Preconceito Linguístico

Enviada em 22/09/2020

O Parnasianismo, escola literária do século XX, valorizou a norma culta na poesia. Analogamente, impera na sociedade a crança na superioridade de padrões comunicativos. Tal problemática se perpetua pela transmissão geracional de senso comum, bem como pela negligência estatal. Diante disso, o combate ao preconceito linguístico é um dos principais desafios na afirmação da diversidade.

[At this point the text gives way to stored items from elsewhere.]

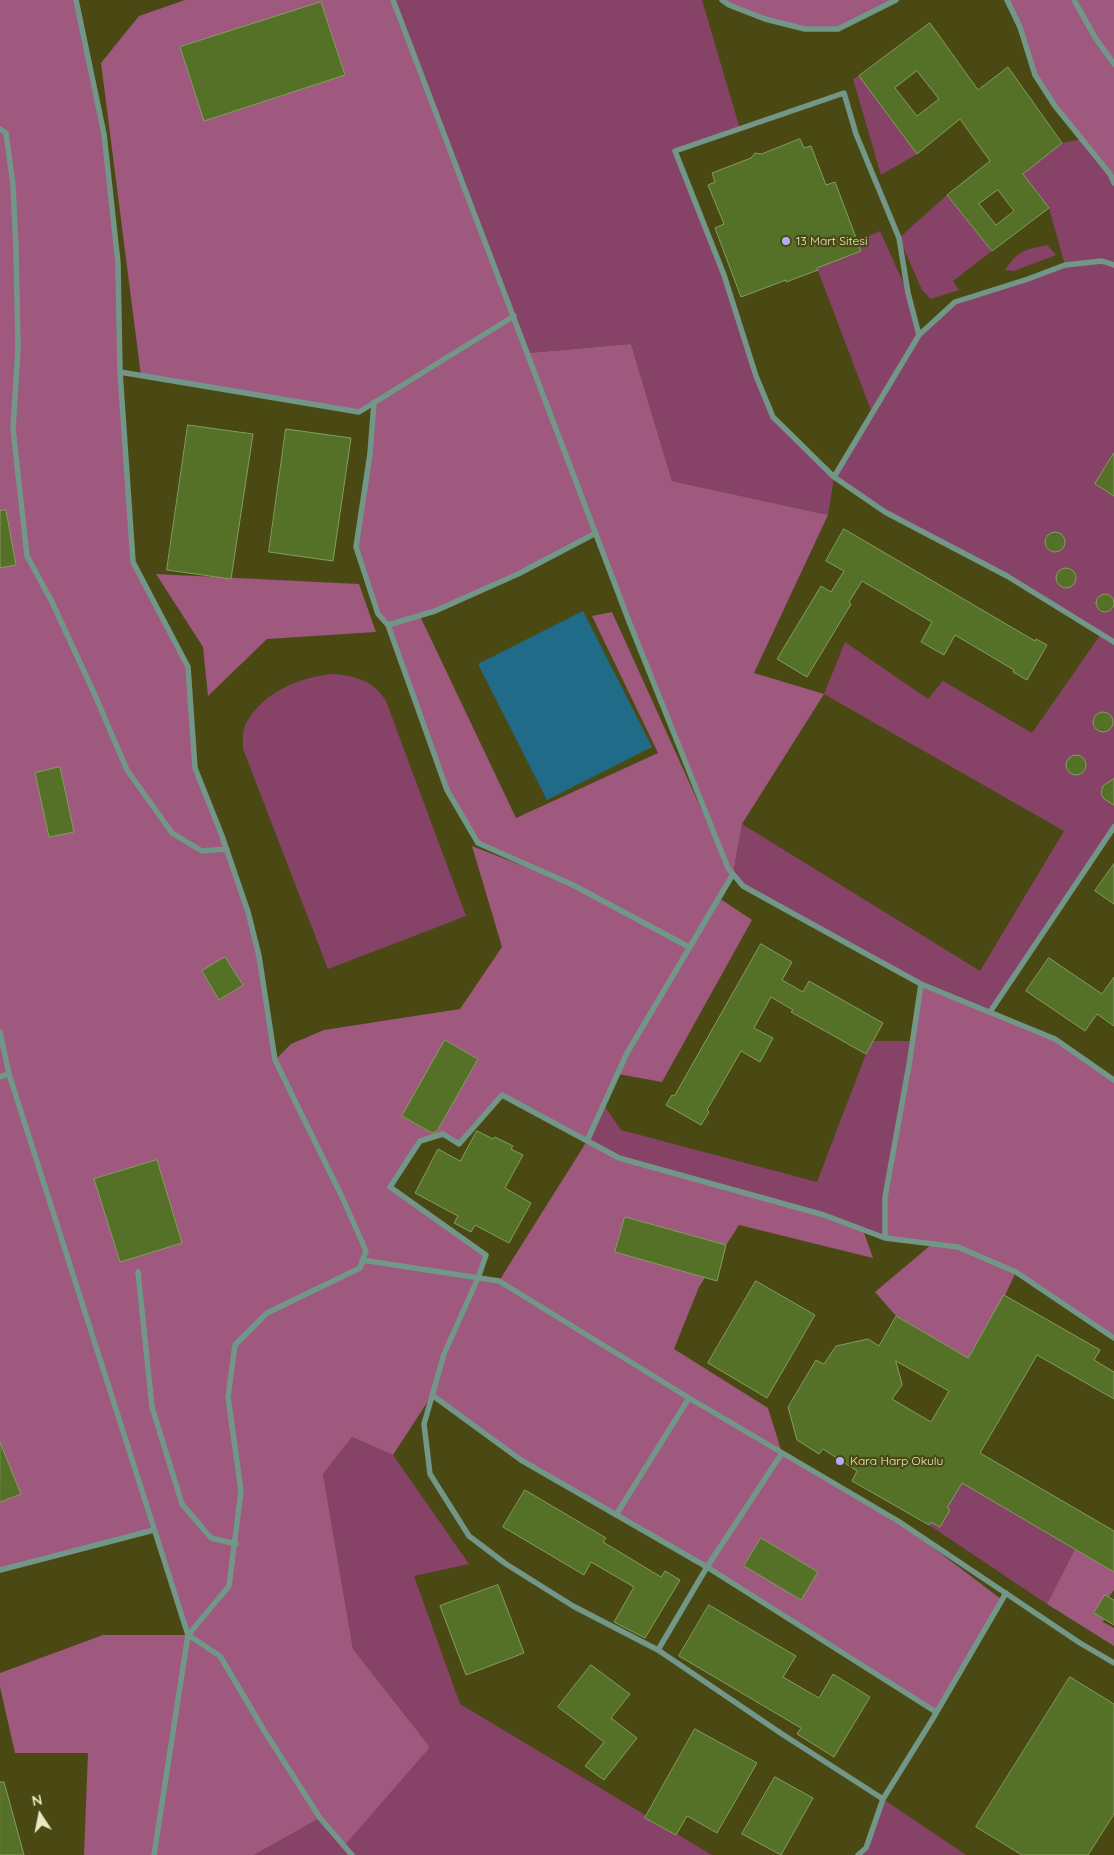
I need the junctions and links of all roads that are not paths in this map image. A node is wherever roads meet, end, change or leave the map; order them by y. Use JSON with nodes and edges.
{"nodes":[{"id":1,"x":76,"y":0,"type":"edge"},
{"id":2,"x":393,"y":0,"type":"edge"},
{"id":3,"x":722,"y":0,"type":"edge"},
{"id":4,"x":896,"y":0,"type":"edge"},
{"id":5,"x":1007,"y":0,"type":"edge"},
{"id":6,"x":1074,"y":0,"type":"edge"},
{"id":7,"x":1114,"y":64,"type":"edge"},
{"id":8,"x":0,"y":129,"type":"edge"},
{"id":9,"x":1114,"y":183,"type":"edge"},
{"id":10,"x":1114,"y":265,"type":"edge"},
{"id":11,"x":514,"y":316,"type":"junction"},
{"id":12,"x":919,"y":335,"type":"junction"},
{"id":13,"x":120,"y":372,"type":"junction"},
{"id":14,"x":374,"y":402,"type":"junction"},
{"id":15,"x":834,"y":476,"type":"junction"},
{"id":16,"x":596,"y":533,"type":"junction"},
{"id":17,"x":388,"y":624,"type":"junction"},
{"id":18,"x":1114,"y":642,"type":"edge"},
{"id":19,"x":1114,"y":826,"type":"edge"},
{"id":20,"x":227,"y":849,"type":"junction"},
{"id":21,"x":733,"y":874,"type":"junction"},
{"id":22,"x":689,"y":947,"type":"junction"},
{"id":23,"x":920,"y":984,"type":"junction"},
{"id":24,"x":990,"y":1012,"type":"junction"},
{"id":25,"x":0,"y":1032,"type":"edge"},
{"id":26,"x":9,"y":1074,"type":"junction"},
{"id":27,"x":0,"y":1077,"type":"edge"},
{"id":28,"x":1114,"y":1080,"type":"edge"},
{"id":29,"x":587,"y":1141,"type":"junction"},
{"id":30,"x":885,"y":1238,"type":"junction"},
{"id":31,"x":362,"y":1260,"type":"junction"},
{"id":32,"x":138,"y":1272,"type":"dead end"},
{"id":33,"x":478,"y":1278,"type":"junction"},
{"id":34,"x":1114,"y":1338,"type":"edge"},
{"id":35,"x":432,"y":1395,"type":"junction"},
{"id":36,"x":689,"y":1398,"type":"junction"},
{"id":37,"x":782,"y":1453,"type":"junction"},
{"id":38,"x":616,"y":1515,"type":"junction"},
{"id":39,"x":154,"y":1530,"type":"junction"},
{"id":40,"x":236,"y":1544,"type":"junction"},
{"id":41,"x":707,"y":1567,"type":"junction"},
{"id":42,"x":0,"y":1570,"type":"edge"},
{"id":43,"x":1006,"y":1593,"type":"junction"},
{"id":44,"x":188,"y":1635,"type":"junction"},
{"id":45,"x":658,"y":1650,"type":"junction"},
{"id":46,"x":1114,"y":1663,"type":"edge"},
{"id":47,"x":936,"y":1712,"type":"junction"},
{"id":48,"x":882,"y":1798,"type":"junction"},
{"id":49,"x":154,"y":1855,"type":"edge"},
{"id":50,"x":352,"y":1855,"type":"edge"},
{"id":51,"x":858,"y":1855,"type":"edge"}],
"edges":[{"from":1,"to":13,"type":"lane"},
{"from":2,"to":11,"type":"lane"},
{"from":3,"to":4,"type":"lane"},
{"from":5,"to":9,"type":"lane"},
{"from":6,"to":7,"type":"lane"},
{"from":8,"to":20,"type":"lane"},
{"from":10,"to":12,"type":"lane"},
{"from":11,"to":14,"type":"lane"},
{"from":11,"to":16,"type":"lane"},
{"from":12,"to":15,"type":"lane"},
{"from":12,"to":15,"type":"lane"},
{"from":13,"to":14,"type":"lane"},
{"from":13,"to":20,"type":"lane"},
{"from":14,"to":17,"type":"lane"},
{"from":15,"to":18,"type":"lane"},
{"from":16,"to":17,"type":"lane"},
{"from":16,"to":21,"type":"lane"},
{"from":17,"to":22,"type":"lane"},
{"from":19,"to":24,"type":"lane"},
{"from":20,"to":31,"type":"lane"},
{"from":21,"to":22,"type":"lane"},
{"from":21,"to":23,"type":"lane"},
{"from":22,"to":29,"type":"lane"},
{"from":23,"to":24,"type":"lane"},
{"from":23,"to":30,"type":"lane"},
{"from":24,"to":28,"type":"lane"},
{"from":25,"to":26,"type":"lane"},
{"from":26,"to":27,"type":"lane"},
{"from":26,"to":39,"type":"lane"},
{"from":29,"to":30,"type":"lane"},
{"from":29,"to":33,"type":"lane"},
{"from":30,"to":34,"type":"lane"},
{"from":31,"to":33,"type":"lane"},
{"from":31,"to":40,"type":"lane"},
{"from":32,"to":40,"type":"lane"},
{"from":33,"to":35,"type":"lane"},
{"from":33,"to":36,"type":"lane"},
{"from":35,"to":38,"type":"lane"},
{"from":35,"to":45,"type":"lane"},
{"from":36,"to":37,"type":"lane"},
{"from":36,"to":38,"type":"lane"},
{"from":37,"to":41,"type":"lane"},
{"from":37,"to":43,"type":"lane"},
{"from":38,"to":41,"type":"lane"},
{"from":39,"to":42,"type":"lane"},
{"from":39,"to":44,"type":"lane"},
{"from":40,"to":44,"type":"lane"},
{"from":41,"to":45,"type":"lane"},
{"from":41,"to":47,"type":"lane"},
{"from":43,"to":46,"type":"lane"},
{"from":43,"to":47,"type":"lane"},
{"from":44,"to":49,"type":"lane"},
{"from":44,"to":50,"type":"lane"},
{"from":45,"to":48,"type":"lane"},
{"from":47,"to":48,"type":"lane"},
{"from":48,"to":51,"type":"lane"}]}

É importante analisar, em princípio, a hierarquização de costumes presente na população. De acordo com o conceito de “habitus” de Pierre Bourdieu, as classes sociais são caracterizadas por costumes particulares, tais como a linguagem. Nesse sentido, os costumes dos grupos dominantes são valorizados em detrimento da parcela oprimida. Como consequência disso, surge o preconceito linguístico, o qual é derivado do privilégio concedido à população rica. Isso se expressa a partir do senso comum que considera determinadas formas de comunicação, por exemplo de pobres e nordestinos, como desviantes. Desse modo, essa mazela é reflexo da perduração, ao longo das gerações, de comportamentos excludentes.

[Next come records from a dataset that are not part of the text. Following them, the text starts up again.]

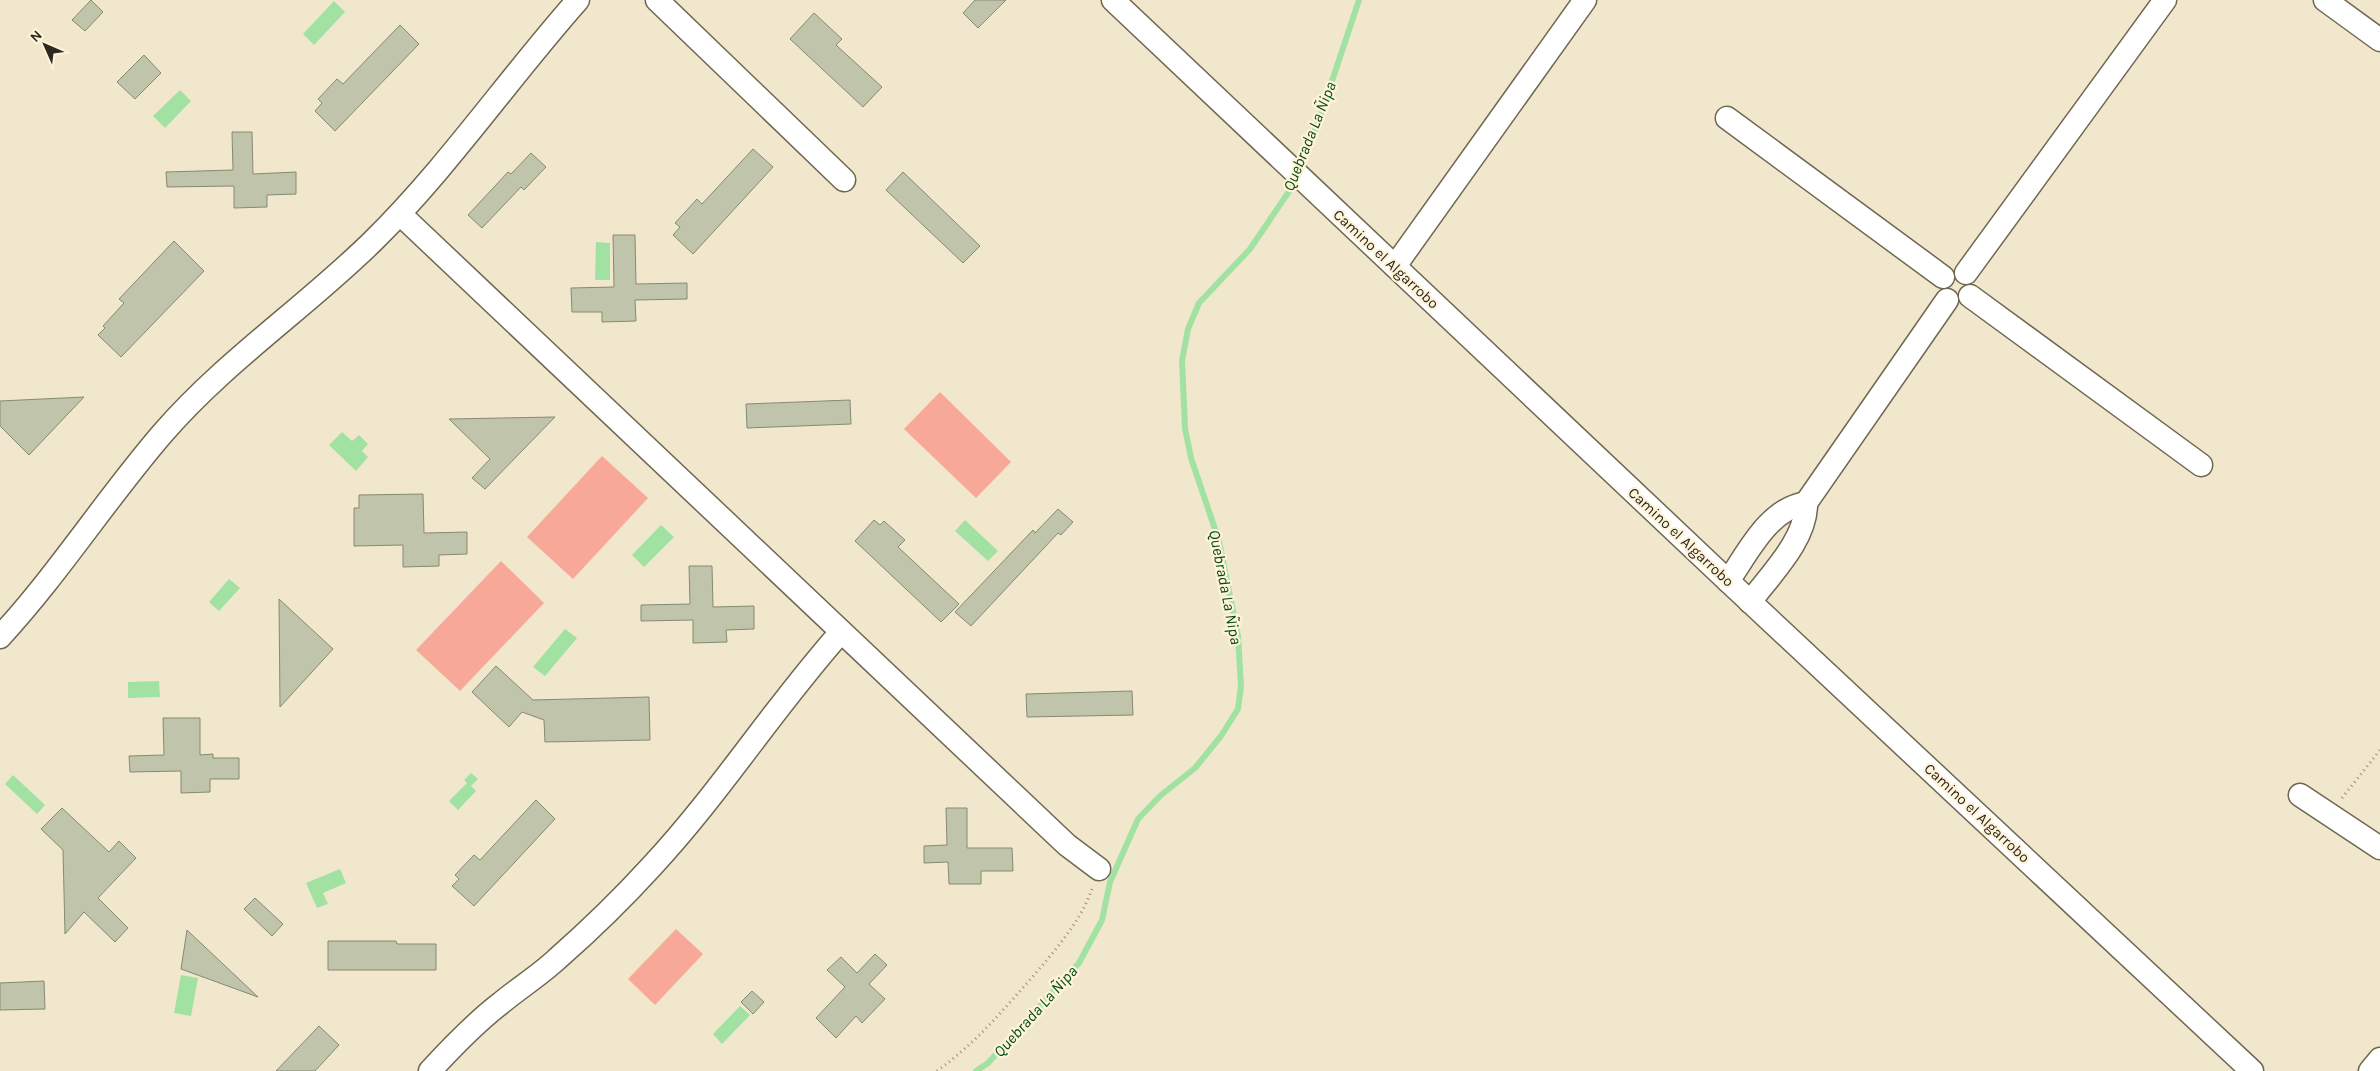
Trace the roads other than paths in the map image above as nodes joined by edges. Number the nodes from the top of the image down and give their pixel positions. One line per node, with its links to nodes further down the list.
1 (578, 0): 10 (street)
2 (657, 0): 9 (street)
3 (1112, 0): 11 (street, Camino el Algarrobo)
4 (1585, 0): 11 (street)
5 (2165, 0): 12 (street)
6 (2325, 0): 7 (street)
7 (2380, 40)
8 (1727, 118): 13 (street)
9 (844, 180)
10 (400, 214): 20 (street); 21 (street)
11 (1394, 266): 18 (street, Camino el Algarrobo)
12 (1966, 273): 13 (street); 14 (street)
13 (1944, 277): 15 (street)
14 (1970, 296): 15 (street); 16 (street)
15 (1947, 300): 17 (street)
16 (2200, 466)
17 (1806, 503): 18 (street); 19 (street)
18 (1728, 581): 19 (street, Camino el Algarrobo)
19 (1750, 602): 26 (street, Camino el Algarrobo)
20 (842, 632): 24 (street); 27 (street)
21 (0, 637)
22 (2300, 795): 23 (street)
23 (2380, 848)
24 (1099, 869)
25 (2380, 1059): 29 (street)
26 (2229, 1061): 28 (street, Camino el Algarrobo)
27 (430, 1071)
28 (2252, 1071)
29 (2370, 1071)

Parelelamente a isso, institucionaliza-se o preconceito linguístico. No período colonial, a coroa lusitana proibiu o uso do Tupi na colônia. Além disso, séculos após a independência do Brasil, ainda existem resquícios dessa política, evidenciados, por exemplo, na rejeição ao estudo das variedades linguísticas em algumas escolas. Nesse cenário, é indubitável a busca pela homogeinização da linguagem derivada do rechaço aos dialetos não cultos. No entanto, essa mazela contraria os princípios da Constituição Federal de 1988, a qual defende que o Estado deve respeitar e zelar por todas as manifestações culturais. Dessa forma, a ausência de políticas efetivas do Estado perpetua essa problemática.

Fica claro, portanto, que o preconceito linguístico é um obstáculo para a diversidade brasileira. Dito isso, urge que as ONGs, como responsáveis por suprir as ausências estatais, promovam a quebra do ideal preconceituoso de parte da sociedade, por intermédio de parcerias com escolas, nas quais são feitas rodas de conversa com especialistas, e também a exibição de curta-metragens que valorizem a cultura do país, para que essas sejam aceitas. Outrossim, a sociedade civil, uma vez conscientizada, deve exigir do poder público mudanças nas diretrizes educacionais. Com essas medidas, a valorização excessiva da norma culta será, finalmente, retrita ao Parnasianismo.